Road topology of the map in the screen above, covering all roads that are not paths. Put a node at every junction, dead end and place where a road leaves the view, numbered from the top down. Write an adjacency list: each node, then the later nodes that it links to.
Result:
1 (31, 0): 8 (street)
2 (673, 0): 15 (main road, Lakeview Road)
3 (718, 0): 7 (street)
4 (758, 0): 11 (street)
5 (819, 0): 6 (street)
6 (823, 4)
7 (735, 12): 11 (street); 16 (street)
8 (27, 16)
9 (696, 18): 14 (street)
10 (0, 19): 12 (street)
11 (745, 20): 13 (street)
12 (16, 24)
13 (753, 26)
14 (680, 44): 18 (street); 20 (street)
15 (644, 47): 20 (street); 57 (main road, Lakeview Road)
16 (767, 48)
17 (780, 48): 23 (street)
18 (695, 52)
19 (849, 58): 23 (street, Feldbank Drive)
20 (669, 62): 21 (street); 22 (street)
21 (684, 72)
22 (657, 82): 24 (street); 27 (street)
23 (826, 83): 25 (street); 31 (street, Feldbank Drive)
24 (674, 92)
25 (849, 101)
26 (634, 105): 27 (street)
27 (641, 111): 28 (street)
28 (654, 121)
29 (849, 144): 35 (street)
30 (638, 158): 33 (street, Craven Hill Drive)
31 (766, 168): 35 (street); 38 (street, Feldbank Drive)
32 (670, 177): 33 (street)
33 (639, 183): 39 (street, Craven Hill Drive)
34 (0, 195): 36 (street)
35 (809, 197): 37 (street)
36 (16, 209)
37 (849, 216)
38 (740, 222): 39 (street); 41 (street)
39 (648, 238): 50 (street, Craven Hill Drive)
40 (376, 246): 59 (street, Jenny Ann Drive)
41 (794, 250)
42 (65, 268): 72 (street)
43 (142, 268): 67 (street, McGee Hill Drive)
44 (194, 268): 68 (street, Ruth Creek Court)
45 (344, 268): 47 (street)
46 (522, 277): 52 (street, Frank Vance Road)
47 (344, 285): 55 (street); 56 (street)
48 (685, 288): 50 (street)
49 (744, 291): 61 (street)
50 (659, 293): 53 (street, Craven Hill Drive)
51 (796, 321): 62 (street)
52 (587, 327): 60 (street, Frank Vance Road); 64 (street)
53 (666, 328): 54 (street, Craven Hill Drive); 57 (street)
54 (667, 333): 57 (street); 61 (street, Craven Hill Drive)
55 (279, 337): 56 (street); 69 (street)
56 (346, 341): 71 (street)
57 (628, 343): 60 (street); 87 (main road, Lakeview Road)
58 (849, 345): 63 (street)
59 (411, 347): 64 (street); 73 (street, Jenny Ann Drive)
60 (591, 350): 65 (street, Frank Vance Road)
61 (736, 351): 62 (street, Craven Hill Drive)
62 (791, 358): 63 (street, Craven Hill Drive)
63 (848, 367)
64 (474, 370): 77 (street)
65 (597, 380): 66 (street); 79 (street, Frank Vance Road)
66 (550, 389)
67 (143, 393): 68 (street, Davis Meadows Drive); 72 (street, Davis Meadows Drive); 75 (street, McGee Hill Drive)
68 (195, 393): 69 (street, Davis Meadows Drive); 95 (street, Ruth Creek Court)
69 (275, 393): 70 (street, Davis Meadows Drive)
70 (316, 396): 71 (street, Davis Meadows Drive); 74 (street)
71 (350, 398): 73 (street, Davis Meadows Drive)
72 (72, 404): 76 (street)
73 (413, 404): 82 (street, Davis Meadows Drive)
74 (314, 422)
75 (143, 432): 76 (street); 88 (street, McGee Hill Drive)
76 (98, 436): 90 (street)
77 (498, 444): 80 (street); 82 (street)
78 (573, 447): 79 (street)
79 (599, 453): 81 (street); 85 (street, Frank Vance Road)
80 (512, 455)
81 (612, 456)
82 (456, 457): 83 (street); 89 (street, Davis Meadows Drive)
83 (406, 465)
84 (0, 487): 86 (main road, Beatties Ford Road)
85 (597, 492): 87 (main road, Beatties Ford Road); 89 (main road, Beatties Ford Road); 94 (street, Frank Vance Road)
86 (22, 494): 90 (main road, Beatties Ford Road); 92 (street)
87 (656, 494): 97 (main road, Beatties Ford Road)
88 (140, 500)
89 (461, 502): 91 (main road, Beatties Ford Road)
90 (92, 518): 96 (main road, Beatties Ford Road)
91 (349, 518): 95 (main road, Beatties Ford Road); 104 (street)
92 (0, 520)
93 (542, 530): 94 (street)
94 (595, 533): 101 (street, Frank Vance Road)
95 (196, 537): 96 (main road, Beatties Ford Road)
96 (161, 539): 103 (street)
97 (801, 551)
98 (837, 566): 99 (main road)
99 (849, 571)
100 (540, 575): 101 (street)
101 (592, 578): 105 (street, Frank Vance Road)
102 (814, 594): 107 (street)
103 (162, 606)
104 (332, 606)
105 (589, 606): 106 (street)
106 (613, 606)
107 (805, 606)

> **What you need to do**: Looking through the data above, copy out each line in which the string "Lakeview" occurs.

> **Exercise response**:
2 (673, 0): 15 (main road, Lakeview Road)
15 (644, 47): 20 (street); 57 (main road, Lakeview Road)
57 (628, 343): 60 (street); 87 (main road, Lakeview Road)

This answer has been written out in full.